Diverting a board’s attention can derail the consistent application of a sound process and can take scarce time away from the important decisions that drive returns.
On the other hand, successful investing requires evolutionary thinking — and occasionally a new idea can have a positive impact on a portfolio.
For example, investing in China and India over the last two decades, or recognizing the risk of leverage in the financial system leading into the global financial crisis, would have substantially moved the needle if incorporated at the time.
Most boards default to following inertia — and are wise to do so. Governance bodies work hard to execute on a defined process in normal times; adding a layer of complexity by defining a process for change is even harder. Adopting a new investment area is the very “uninstitutional behavior demanded of institutions” that Yale endowment legend David Swensen wrote about years ago.
Yet new ideas inevitably enter the mainstream. Diversification into global equities, absolute-return strategies, and private equity were all once off limits to institutions, only to become common practice.
The mechanism for their adoption follows a recurring pattern. Early adopters tend to be high-net-worth family offices and individuals who can take risk on their capital without risking their careers. When the investments prove fruitful, those individuals encourage the boards on which they serve to investigate the areas. Early institutional movers with credibility and support from their boards then dip their toes in the water. If those early allocations are successful, word eventually gets out broadly, offering support for those with more rigid requirements to put big dollars to work.
The rise of hedge funds as an asset class exemplifies this process.
After generating high returns for a small group of investors in the 1980s and ’90s, Yale and the California pension giant CalPERS publicly gave credence to the category. Shortly thereafter, hedge funds experienced a wildly successful period of relative performance, and board discussions flipped from “Why would you consider such a risky, opaque investment?” to “Why aren’t we investing in this important diversifying return stream?” Over time, hedge funds grew from a boutique investment area serving wealthy individuals and families to a full-blown phenomenon.
Investment in Bitcoin and crypto assets is starting with individuals, family offices, and venture capitalists. Should these investments prove successful — and the perception of risk-reward shift from volatile and binary to exciting with definable risk — we may see a move up the food chain.
For that to happen, someone must move first.
Ari Paul left his seat at the University of Chicago endowment two years ago to create BlockTower Capital, a leading crypto hedge fund. Asked when the University of Chicago endowment would invest in Bitcoin, he proclaims, “Six months after Yale does.”
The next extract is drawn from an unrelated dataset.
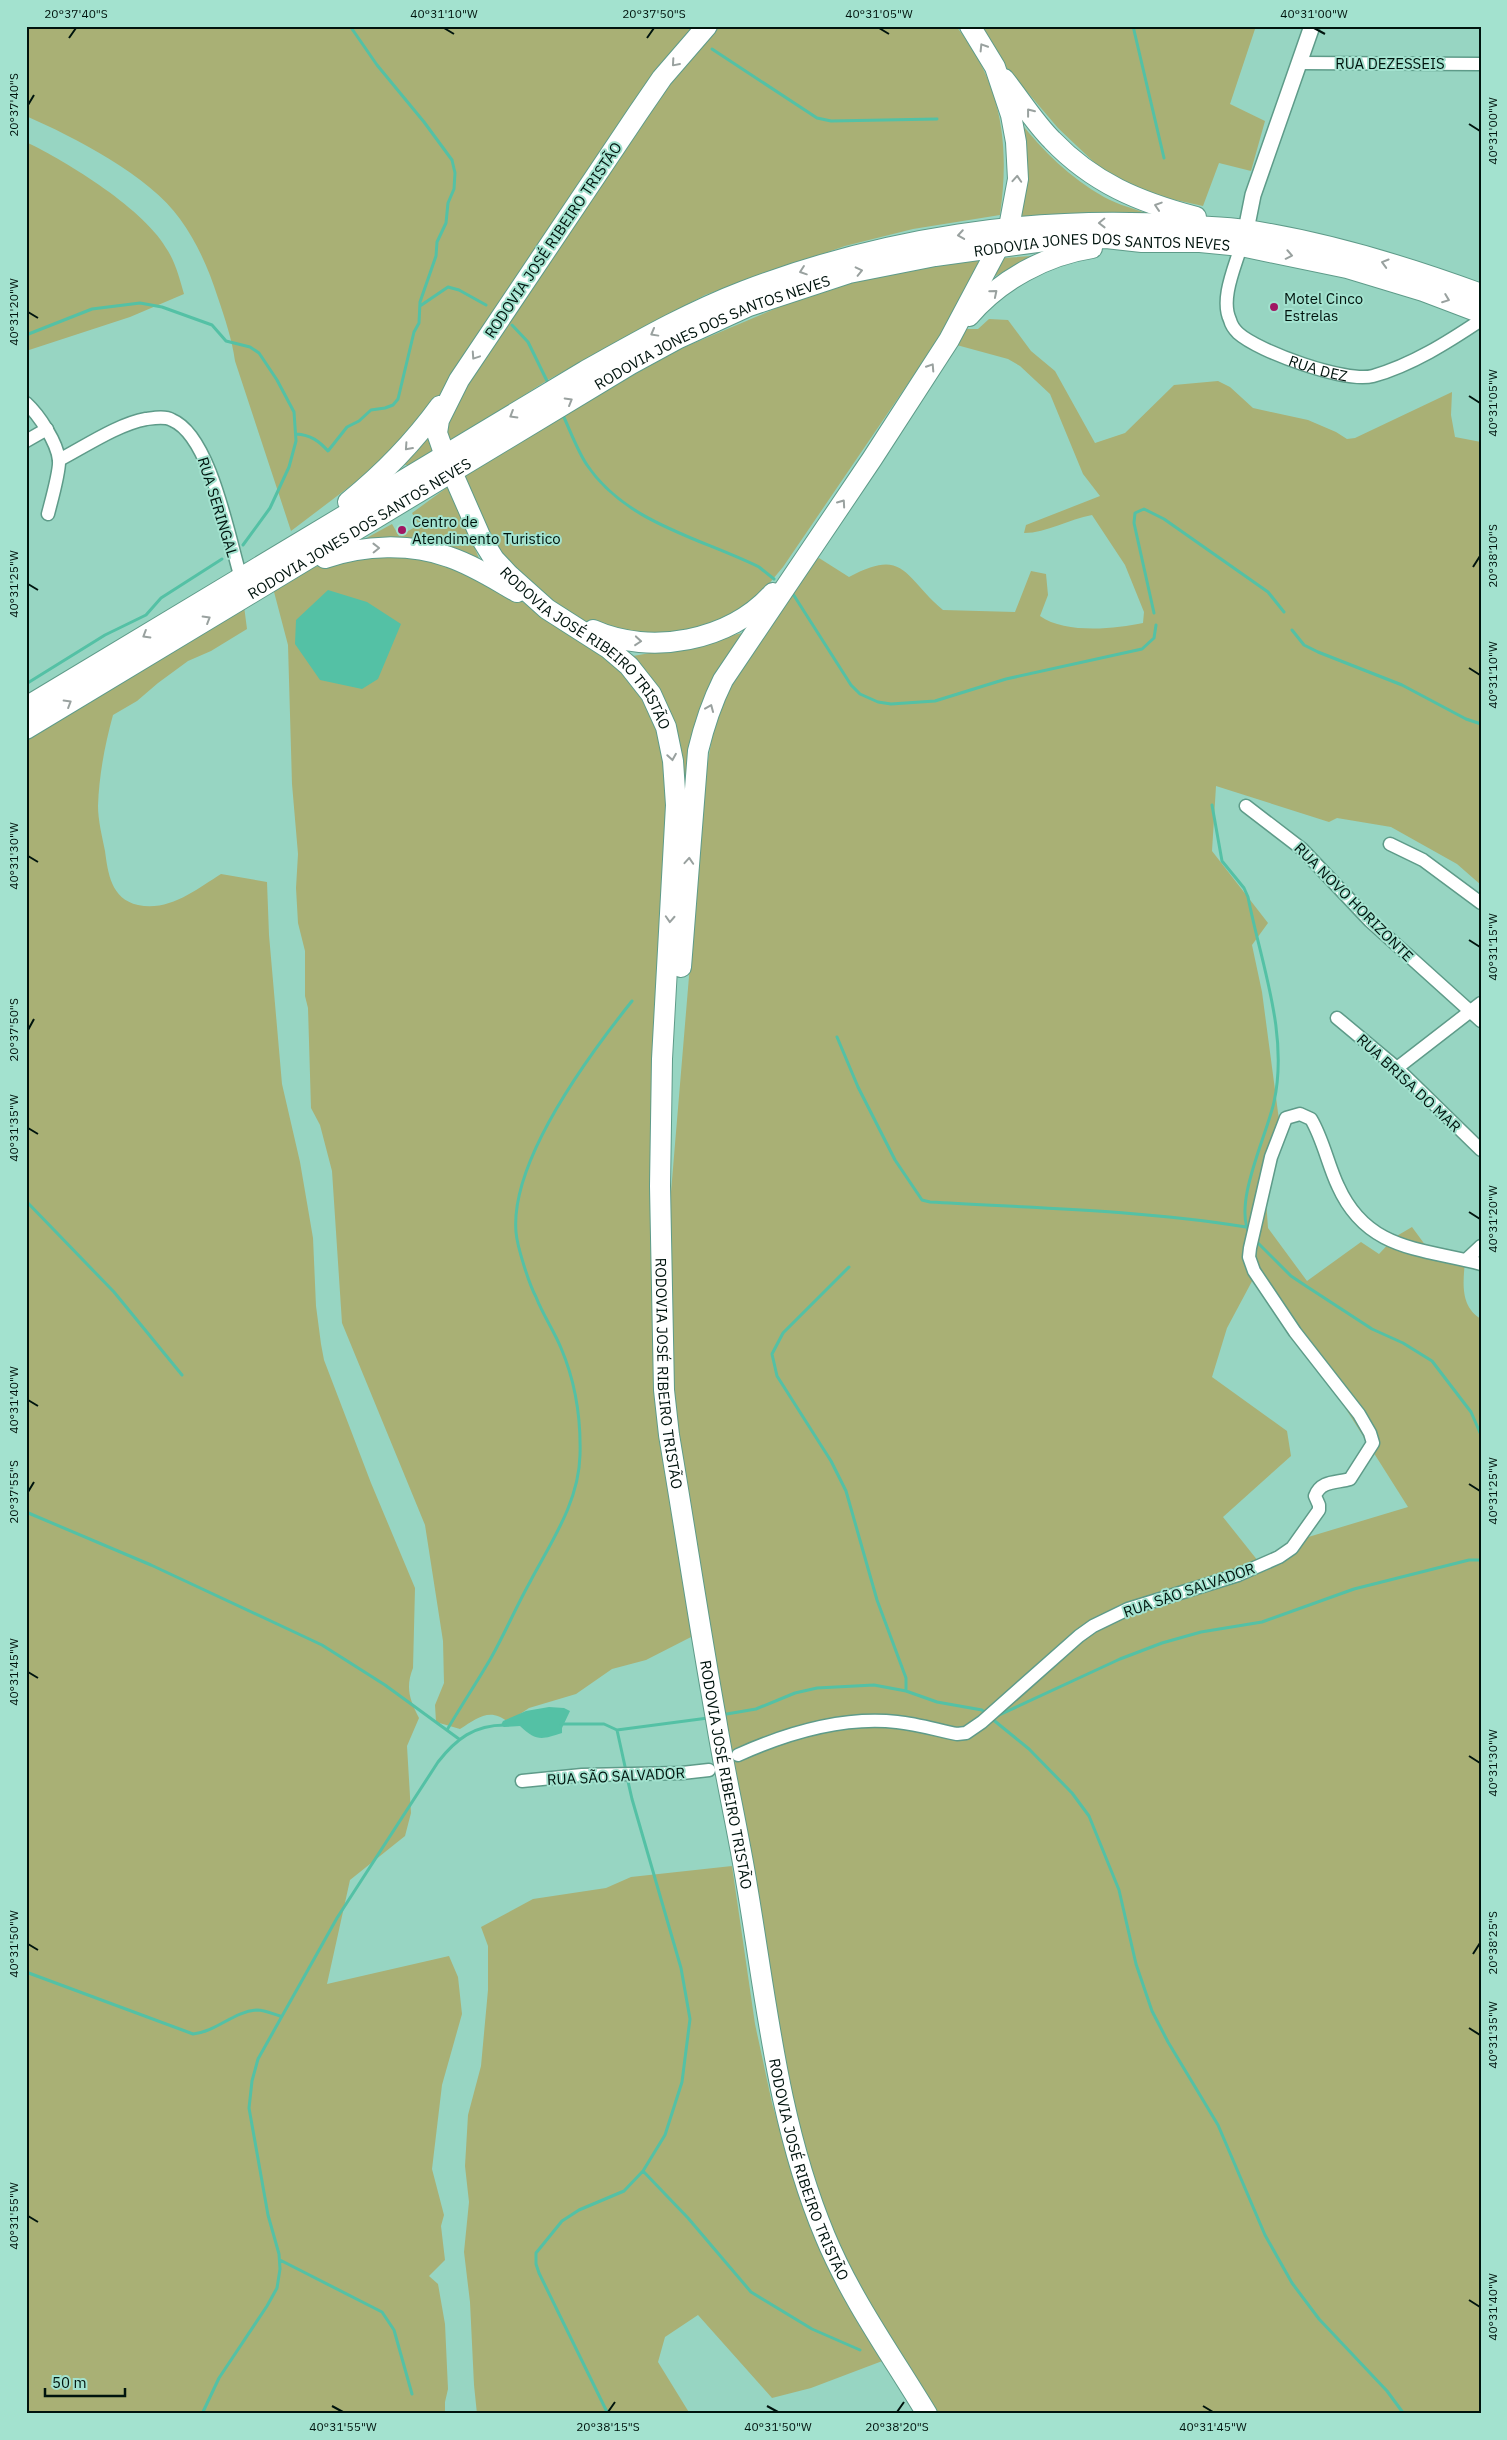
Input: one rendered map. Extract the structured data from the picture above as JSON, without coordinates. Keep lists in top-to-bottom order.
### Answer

Crypto assets are a long way from constituting a new asset class. Stewards of capital researching crypto investments find sufficient concerns about security, volatility, and intrinsic value to risk a substantial position. Instead they are getting limited indirect exposure from their venture capital and hedge fund manager allocations.
If you listen to experts like Paul describe what will happen over the next decade or two, it’s hard to ignore the possibility that we are on the cusp of another technological innovation as important as the internet.
If that proves to be the case, the early movers to make significant direct allocations will reap the greatest rewards.
The next big investment opportunity could be staring us in the face. Who will be first to make the leap?